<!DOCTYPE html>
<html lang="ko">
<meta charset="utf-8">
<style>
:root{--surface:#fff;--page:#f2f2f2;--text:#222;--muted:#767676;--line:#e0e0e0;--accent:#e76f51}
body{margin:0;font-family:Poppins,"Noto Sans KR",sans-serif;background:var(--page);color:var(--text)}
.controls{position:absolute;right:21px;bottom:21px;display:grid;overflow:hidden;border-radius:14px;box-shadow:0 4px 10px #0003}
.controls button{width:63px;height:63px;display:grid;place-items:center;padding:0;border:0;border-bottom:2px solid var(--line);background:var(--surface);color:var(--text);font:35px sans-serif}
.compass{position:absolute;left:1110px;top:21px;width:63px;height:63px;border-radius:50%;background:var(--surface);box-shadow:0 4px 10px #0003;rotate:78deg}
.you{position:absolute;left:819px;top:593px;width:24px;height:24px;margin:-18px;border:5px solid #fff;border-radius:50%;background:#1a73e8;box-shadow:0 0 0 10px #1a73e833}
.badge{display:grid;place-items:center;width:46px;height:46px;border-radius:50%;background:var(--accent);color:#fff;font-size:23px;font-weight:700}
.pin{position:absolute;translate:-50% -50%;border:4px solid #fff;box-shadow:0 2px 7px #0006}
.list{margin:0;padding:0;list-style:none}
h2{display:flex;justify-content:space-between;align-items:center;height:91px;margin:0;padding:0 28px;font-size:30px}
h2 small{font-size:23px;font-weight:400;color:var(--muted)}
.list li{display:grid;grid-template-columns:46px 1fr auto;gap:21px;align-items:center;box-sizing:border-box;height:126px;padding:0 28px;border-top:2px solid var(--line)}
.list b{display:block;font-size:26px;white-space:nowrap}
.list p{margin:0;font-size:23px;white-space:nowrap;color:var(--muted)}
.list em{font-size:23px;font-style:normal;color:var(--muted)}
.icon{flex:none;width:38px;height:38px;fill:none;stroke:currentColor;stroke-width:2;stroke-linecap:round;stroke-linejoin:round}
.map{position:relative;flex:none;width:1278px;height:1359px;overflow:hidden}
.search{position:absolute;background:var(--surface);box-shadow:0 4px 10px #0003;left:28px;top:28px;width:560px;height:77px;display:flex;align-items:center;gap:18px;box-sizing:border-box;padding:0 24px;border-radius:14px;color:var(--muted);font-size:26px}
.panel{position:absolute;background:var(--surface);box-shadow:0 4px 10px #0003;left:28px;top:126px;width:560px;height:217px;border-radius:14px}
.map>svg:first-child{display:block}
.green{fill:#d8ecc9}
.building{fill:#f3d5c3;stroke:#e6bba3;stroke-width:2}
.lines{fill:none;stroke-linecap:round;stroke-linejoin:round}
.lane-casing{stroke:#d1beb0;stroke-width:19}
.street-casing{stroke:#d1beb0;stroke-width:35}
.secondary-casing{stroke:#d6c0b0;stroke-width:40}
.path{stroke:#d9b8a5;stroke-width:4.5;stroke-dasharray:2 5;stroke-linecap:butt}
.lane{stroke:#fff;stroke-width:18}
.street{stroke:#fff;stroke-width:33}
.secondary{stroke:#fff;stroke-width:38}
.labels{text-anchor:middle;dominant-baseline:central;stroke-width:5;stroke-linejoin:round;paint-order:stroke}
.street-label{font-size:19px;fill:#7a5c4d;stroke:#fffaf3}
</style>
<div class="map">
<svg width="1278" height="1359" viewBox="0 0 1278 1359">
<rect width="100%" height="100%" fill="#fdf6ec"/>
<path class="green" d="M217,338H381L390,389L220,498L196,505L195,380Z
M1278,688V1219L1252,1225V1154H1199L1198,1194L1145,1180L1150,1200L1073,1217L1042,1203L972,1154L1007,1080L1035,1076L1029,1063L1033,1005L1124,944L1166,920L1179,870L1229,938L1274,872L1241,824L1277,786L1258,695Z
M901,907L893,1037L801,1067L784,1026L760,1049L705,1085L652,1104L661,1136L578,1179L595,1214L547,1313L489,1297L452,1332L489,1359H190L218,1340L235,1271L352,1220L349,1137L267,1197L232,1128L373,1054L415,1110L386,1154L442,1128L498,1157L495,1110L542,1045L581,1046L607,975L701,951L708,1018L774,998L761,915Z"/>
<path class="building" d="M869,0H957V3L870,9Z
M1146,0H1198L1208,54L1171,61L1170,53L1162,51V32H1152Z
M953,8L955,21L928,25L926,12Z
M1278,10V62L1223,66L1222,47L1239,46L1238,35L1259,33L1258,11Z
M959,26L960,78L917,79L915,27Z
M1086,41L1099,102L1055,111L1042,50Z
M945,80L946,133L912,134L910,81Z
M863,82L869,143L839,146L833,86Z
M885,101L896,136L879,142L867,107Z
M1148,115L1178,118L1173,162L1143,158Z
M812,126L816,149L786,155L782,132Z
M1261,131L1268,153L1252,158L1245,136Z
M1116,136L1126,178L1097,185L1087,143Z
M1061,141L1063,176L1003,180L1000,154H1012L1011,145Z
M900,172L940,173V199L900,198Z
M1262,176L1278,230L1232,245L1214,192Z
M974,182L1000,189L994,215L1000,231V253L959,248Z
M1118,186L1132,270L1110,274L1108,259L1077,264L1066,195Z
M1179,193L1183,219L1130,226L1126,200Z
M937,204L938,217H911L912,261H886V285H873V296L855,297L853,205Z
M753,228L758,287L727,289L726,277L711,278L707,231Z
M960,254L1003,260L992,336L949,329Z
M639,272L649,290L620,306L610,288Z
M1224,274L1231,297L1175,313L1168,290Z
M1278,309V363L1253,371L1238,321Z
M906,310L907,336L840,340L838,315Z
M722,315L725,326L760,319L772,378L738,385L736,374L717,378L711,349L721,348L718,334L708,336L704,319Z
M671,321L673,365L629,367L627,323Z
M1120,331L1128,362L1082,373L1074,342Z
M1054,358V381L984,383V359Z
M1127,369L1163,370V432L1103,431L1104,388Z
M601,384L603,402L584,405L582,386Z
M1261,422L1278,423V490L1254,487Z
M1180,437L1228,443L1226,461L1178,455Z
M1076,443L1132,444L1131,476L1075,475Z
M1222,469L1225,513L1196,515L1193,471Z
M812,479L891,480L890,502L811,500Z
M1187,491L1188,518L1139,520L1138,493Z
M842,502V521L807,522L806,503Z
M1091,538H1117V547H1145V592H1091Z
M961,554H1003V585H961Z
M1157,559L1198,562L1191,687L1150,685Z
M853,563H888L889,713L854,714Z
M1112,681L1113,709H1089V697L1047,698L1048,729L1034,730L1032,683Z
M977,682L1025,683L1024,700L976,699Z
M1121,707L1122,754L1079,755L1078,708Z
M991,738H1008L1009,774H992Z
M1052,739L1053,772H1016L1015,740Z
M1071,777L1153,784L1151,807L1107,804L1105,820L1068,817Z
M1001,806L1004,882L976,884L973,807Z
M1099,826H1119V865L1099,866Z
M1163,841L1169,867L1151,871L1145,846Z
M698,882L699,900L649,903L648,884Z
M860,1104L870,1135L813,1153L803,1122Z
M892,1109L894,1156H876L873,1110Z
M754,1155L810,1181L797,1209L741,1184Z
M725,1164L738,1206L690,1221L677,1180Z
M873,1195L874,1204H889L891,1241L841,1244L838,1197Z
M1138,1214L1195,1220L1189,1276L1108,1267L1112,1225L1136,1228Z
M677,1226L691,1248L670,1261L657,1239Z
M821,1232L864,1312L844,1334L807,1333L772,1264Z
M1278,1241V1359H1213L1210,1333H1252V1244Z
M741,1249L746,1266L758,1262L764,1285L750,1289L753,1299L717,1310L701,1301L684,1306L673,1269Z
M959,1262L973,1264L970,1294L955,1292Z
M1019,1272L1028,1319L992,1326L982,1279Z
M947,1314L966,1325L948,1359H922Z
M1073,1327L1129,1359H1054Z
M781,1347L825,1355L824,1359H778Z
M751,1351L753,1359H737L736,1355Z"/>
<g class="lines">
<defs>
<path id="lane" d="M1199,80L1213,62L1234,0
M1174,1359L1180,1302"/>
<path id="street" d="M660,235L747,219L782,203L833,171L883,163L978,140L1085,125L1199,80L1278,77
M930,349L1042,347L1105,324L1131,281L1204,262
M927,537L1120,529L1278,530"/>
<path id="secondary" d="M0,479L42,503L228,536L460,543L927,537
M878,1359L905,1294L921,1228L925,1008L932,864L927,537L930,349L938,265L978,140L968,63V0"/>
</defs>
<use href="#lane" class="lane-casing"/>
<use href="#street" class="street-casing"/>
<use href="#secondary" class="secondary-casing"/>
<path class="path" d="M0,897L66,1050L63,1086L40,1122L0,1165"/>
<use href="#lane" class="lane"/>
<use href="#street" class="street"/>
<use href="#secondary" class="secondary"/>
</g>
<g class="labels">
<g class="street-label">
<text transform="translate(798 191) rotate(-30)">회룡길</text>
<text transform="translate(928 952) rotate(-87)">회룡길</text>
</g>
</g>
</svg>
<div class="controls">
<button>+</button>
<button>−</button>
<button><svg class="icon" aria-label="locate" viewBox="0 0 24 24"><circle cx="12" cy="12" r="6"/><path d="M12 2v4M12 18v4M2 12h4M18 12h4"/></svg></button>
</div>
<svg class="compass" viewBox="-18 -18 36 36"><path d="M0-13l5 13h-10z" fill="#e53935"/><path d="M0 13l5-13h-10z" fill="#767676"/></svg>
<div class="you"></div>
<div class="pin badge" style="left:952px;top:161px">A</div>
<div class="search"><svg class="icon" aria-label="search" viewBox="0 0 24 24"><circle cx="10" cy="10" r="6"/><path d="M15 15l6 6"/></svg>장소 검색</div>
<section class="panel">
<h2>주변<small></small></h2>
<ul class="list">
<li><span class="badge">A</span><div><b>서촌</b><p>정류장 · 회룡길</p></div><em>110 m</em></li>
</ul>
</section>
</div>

ABOUT THIS TASK: Please make an exact copy of the lines above from the line with "M1061,141L1063,176L1003,180L1000,154H1012L1011,145Z" through the line with "M906,310L907,336L840,340L838,315Z", both ends included.

RESULT OF THE TASK:
M1061,141L1063,176L1003,180L1000,154H1012L1011,145Z
M900,172L940,173V199L900,198Z
M1262,176L1278,230L1232,245L1214,192Z
M974,182L1000,189L994,215L1000,231V253L959,248Z
M1118,186L1132,270L1110,274L1108,259L1077,264L1066,195Z
M1179,193L1183,219L1130,226L1126,200Z
M937,204L938,217H911L912,261H886V285H873V296L855,297L853,205Z
M753,228L758,287L727,289L726,277L711,278L707,231Z
M960,254L1003,260L992,336L949,329Z
M639,272L649,290L620,306L610,288Z
M1224,274L1231,297L1175,313L1168,290Z
M1278,309V363L1253,371L1238,321Z
M906,310L907,336L840,340L838,315Z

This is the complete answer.